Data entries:
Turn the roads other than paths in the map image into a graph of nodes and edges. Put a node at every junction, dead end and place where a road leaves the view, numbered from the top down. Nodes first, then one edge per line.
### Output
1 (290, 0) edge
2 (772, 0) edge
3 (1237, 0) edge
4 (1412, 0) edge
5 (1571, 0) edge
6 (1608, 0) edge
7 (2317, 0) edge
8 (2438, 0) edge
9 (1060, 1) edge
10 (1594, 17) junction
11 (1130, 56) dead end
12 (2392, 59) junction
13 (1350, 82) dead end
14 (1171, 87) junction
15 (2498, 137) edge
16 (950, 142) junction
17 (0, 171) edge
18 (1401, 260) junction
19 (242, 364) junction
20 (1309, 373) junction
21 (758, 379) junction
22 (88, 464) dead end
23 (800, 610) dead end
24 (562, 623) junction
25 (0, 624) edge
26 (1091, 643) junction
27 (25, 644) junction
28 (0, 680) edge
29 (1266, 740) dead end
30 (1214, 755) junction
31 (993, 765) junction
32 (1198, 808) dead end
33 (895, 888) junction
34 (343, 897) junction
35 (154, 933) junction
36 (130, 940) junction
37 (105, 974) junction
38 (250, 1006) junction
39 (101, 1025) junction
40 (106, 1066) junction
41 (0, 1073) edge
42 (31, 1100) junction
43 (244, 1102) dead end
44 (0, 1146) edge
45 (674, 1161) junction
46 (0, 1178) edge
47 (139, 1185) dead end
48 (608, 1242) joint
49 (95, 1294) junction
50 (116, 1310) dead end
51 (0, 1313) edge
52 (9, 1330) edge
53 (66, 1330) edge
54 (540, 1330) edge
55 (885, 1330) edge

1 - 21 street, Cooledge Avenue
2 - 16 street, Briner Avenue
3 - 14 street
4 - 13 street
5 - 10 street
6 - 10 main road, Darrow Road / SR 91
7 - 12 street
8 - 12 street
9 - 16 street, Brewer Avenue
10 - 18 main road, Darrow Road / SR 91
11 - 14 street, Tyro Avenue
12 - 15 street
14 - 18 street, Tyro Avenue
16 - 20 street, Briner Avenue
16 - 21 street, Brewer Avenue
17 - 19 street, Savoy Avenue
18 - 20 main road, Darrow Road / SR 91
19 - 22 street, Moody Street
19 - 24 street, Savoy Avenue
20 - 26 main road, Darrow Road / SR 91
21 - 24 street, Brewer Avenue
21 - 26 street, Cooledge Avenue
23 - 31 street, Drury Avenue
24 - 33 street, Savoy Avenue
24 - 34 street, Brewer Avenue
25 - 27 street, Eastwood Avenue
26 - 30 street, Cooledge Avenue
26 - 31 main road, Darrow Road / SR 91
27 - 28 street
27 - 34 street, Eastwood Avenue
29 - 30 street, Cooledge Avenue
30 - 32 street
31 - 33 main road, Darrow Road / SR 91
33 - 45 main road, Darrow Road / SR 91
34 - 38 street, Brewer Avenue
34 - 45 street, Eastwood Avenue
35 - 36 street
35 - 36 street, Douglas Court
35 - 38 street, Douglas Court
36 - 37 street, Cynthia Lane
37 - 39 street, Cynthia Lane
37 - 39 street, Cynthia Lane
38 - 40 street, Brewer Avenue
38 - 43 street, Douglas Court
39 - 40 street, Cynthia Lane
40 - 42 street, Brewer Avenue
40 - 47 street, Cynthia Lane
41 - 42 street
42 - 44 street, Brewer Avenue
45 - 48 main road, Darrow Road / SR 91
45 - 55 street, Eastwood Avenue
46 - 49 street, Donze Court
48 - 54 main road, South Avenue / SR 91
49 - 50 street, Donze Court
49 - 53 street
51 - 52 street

### WHAT YOU WILL DO
Each entry above is to be duplicated exactly, with nothing left out.

### OUTPUT OF THE EXERCISE
Turn the roads other than paths in the map image into a graph of nodes and edges. Put a node at every junction, dead end and place where a road leaves the view, numbered from the top down. Nodes first, then one edge per line.
### Output
1 (290, 0) edge
2 (772, 0) edge
3 (1237, 0) edge
4 (1412, 0) edge
5 (1571, 0) edge
6 (1608, 0) edge
7 (2317, 0) edge
8 (2438, 0) edge
9 (1060, 1) edge
10 (1594, 17) junction
11 (1130, 56) dead end
12 (2392, 59) junction
13 (1350, 82) dead end
14 (1171, 87) junction
15 (2498, 137) edge
16 (950, 142) junction
17 (0, 171) edge
18 (1401, 260) junction
19 (242, 364) junction
20 (1309, 373) junction
21 (758, 379) junction
22 (88, 464) dead end
23 (800, 610) dead end
24 (562, 623) junction
25 (0, 624) edge
26 (1091, 643) junction
27 (25, 644) junction
28 (0, 680) edge
29 (1266, 740) dead end
30 (1214, 755) junction
31 (993, 765) junction
32 (1198, 808) dead end
33 (895, 888) junction
34 (343, 897) junction
35 (154, 933) junction
36 (130, 940) junction
37 (105, 974) junction
38 (250, 1006) junction
39 (101, 1025) junction
40 (106, 1066) junction
41 (0, 1073) edge
42 (31, 1100) junction
43 (244, 1102) dead end
44 (0, 1146) edge
45 (674, 1161) junction
46 (0, 1178) edge
47 (139, 1185) dead end
48 (608, 1242) joint
49 (95, 1294) junction
50 (116, 1310) dead end
51 (0, 1313) edge
52 (9, 1330) edge
53 (66, 1330) edge
54 (540, 1330) edge
55 (885, 1330) edge

1 - 21 street, Cooledge Avenue
2 - 16 street, Briner Avenue
3 - 14 street
4 - 13 street
5 - 10 street
6 - 10 main road, Darrow Road / SR 91
7 - 12 street
8 - 12 street
9 - 16 street, Brewer Avenue
10 - 18 main road, Darrow Road / SR 91
11 - 14 street, Tyro Avenue
12 - 15 street
14 - 18 street, Tyro Avenue
16 - 20 street, Briner Avenue
16 - 21 street, Brewer Avenue
17 - 19 street, Savoy Avenue
18 - 20 main road, Darrow Road / SR 91
19 - 22 street, Moody Street
19 - 24 street, Savoy Avenue
20 - 26 main road, Darrow Road / SR 91
21 - 24 street, Brewer Avenue
21 - 26 street, Cooledge Avenue
23 - 31 street, Drury Avenue
24 - 33 street, Savoy Avenue
24 - 34 street, Brewer Avenue
25 - 27 street, Eastwood Avenue
26 - 30 street, Cooledge Avenue
26 - 31 main road, Darrow Road / SR 91
27 - 28 street
27 - 34 street, Eastwood Avenue
29 - 30 street, Cooledge Avenue
30 - 32 street
31 - 33 main road, Darrow Road / SR 91
33 - 45 main road, Darrow Road / SR 91
34 - 38 street, Brewer Avenue
34 - 45 street, Eastwood Avenue
35 - 36 street
35 - 36 street, Douglas Court
35 - 38 street, Douglas Court
36 - 37 street, Cynthia Lane
37 - 39 street, Cynthia Lane
37 - 39 street, Cynthia Lane
38 - 40 street, Brewer Avenue
38 - 43 street, Douglas Court
39 - 40 street, Cynthia Lane
40 - 42 street, Brewer Avenue
40 - 47 street, Cynthia Lane
41 - 42 street
42 - 44 street, Brewer Avenue
45 - 48 main road, Darrow Road / SR 91
45 - 55 street, Eastwood Avenue
46 - 49 street, Donze Court
48 - 54 main road, South Avenue / SR 91
49 - 50 street, Donze Court
49 - 53 street
51 - 52 street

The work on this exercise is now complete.